[preprint]WaveSeekerNet: Accurate Prediction of Influenza A Virus Subtypes and Host Source Using Attention-Based Deep Learning

Background Influenza A virus (IAV) poses a significant threat to animal health globally, with its ability to overcome species barriers and cause pandemics. Rapid and accurate prediction of IAV subtypes and host source is crucial for effective surveillance and pandemic preparedness. Deep learning has emerged as a powerful tool for analyzing viral genomic sequences, offering new ways to uncover hidden patterns associated with viral characteristics and host adaptation.
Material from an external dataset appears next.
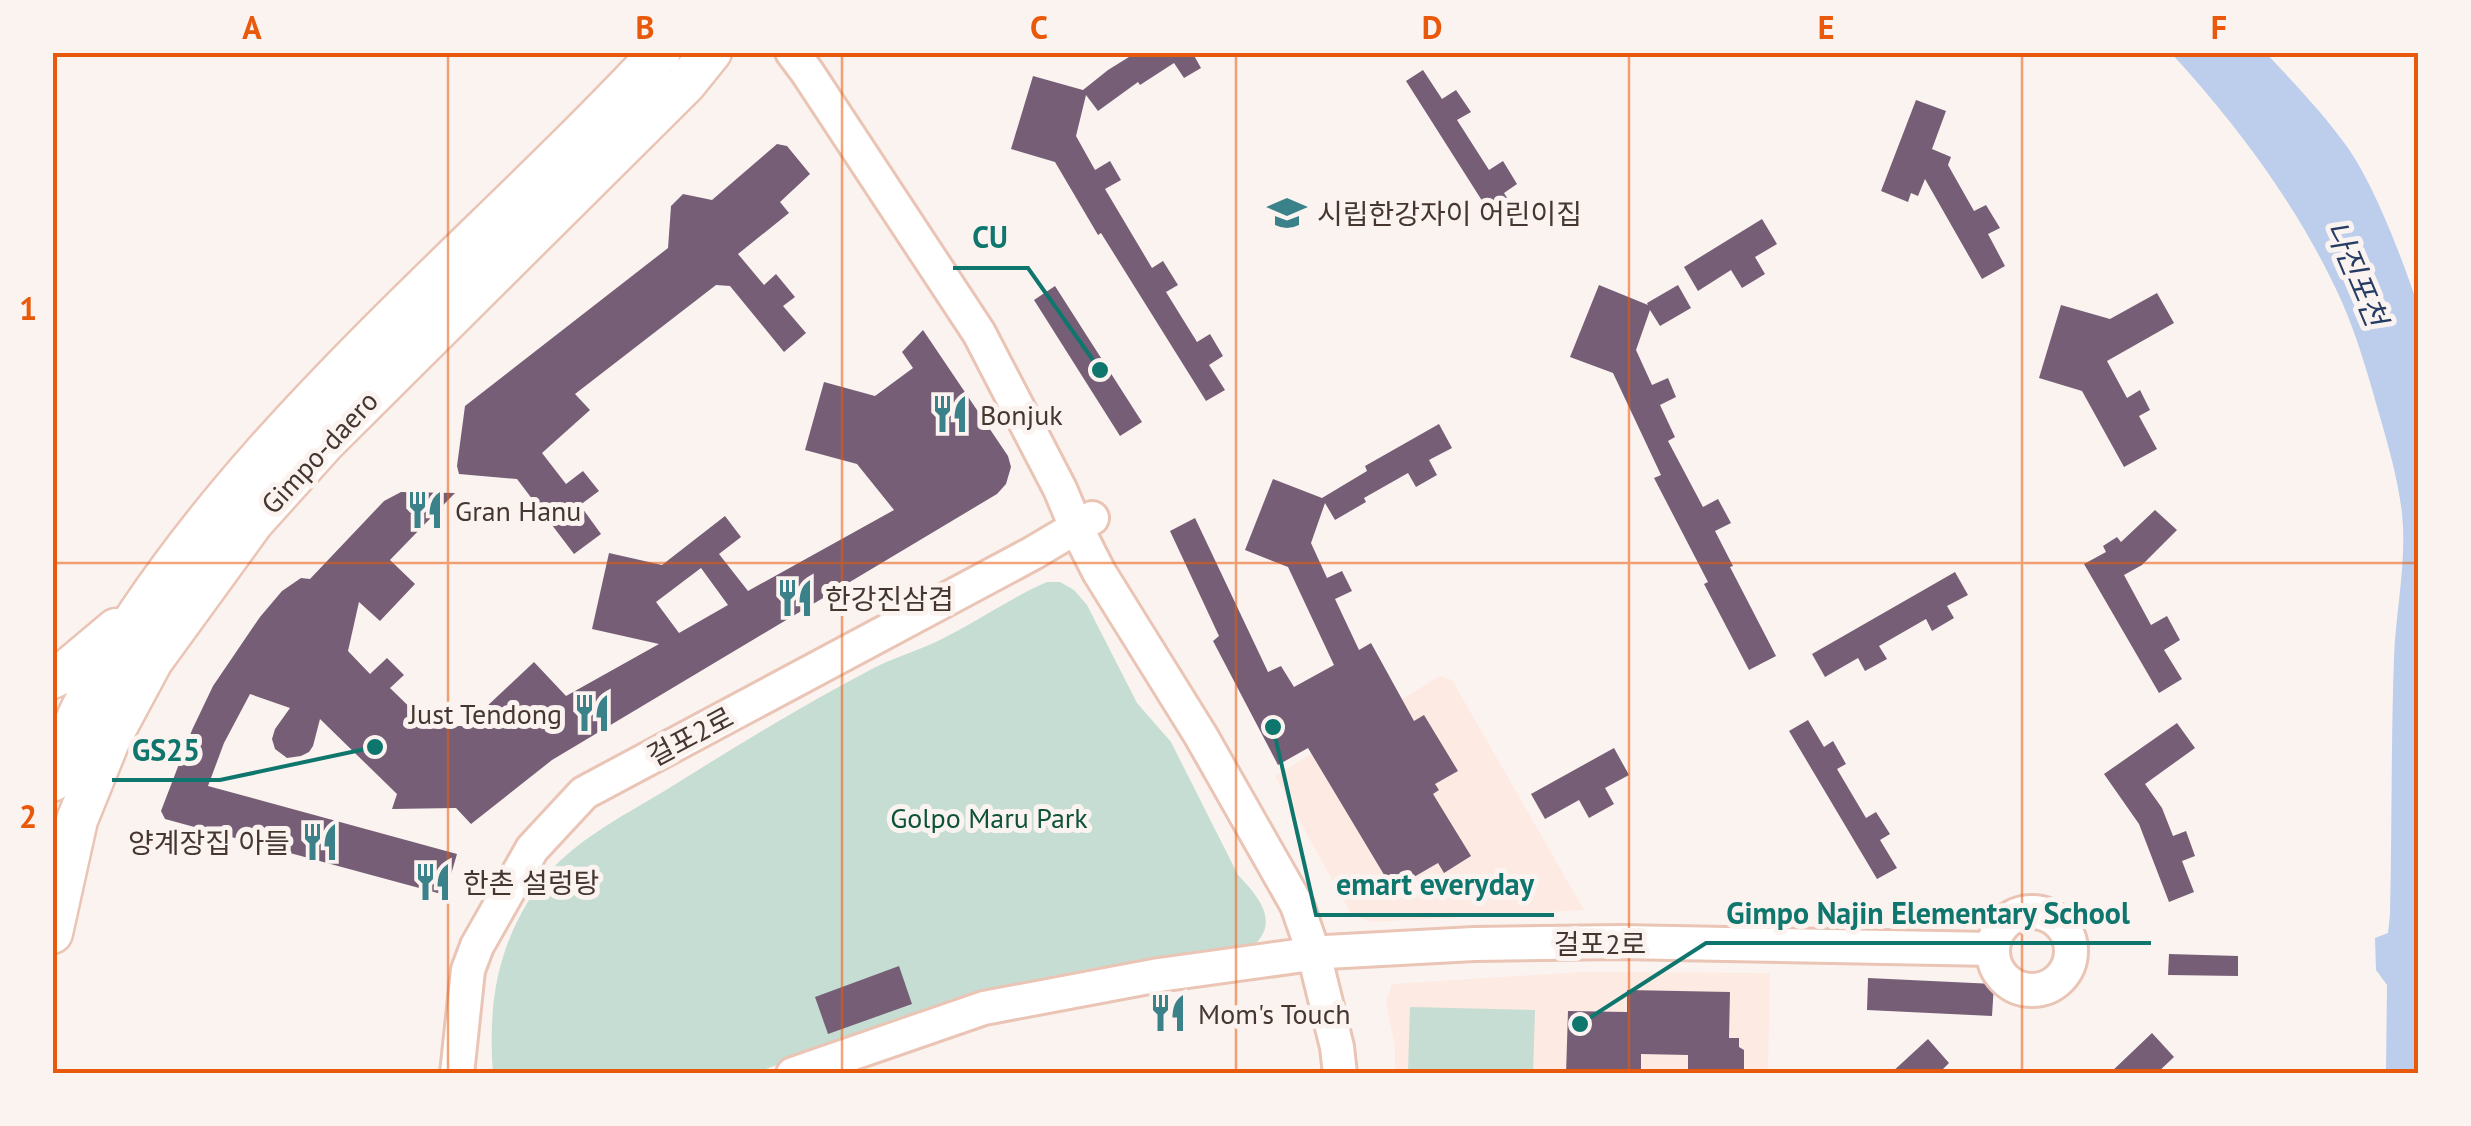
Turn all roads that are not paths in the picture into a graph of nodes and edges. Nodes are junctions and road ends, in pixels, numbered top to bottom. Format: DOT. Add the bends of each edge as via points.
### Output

Findings We introduce WaveSeekerNet, a novel deep learning model for accurate and rapid prediction of IAV subtypes and host source. The model leverages attention-based mechanisms and efficient token mixing schemes, including the Fast Fourier Transform and the Wavelet Transform, to capture intricate patterns within viral RNA and protein sequences. Extensive experiments on diverse datasets demonstrate WaveSeekerNet´s superior performance compared to existing Transformer-only models. Notably, WaveSeekerNet achieves scores of up to the maximum 1.0 across all evaluation metrics, including F1-score (Macro Average), Balanced Accuracy and Matthews Correlation Coefficient (MCC), in subtype prediction, even for rare subtypes. Furthermore, WaveSeekerNet exhibits remarkable accuracy in distinguishing between human, avian, and other mammalian hosts. The ability of WaveSeekerNet to flag potential cross-species transmission events underscores its significant value for real-time surveillance and proactive pandemic preparedness efforts. Conclusions WaveSeekerNet´s superior performance, efficiency, and ability to flag potential cross-species transmission events highlight its potential for real-time surveillance and pandemic preparedness. This model represents a significant advancement in applying deep learning for IAV classification and holds promise for future epidemiological and veterinary studies, and public health interventions.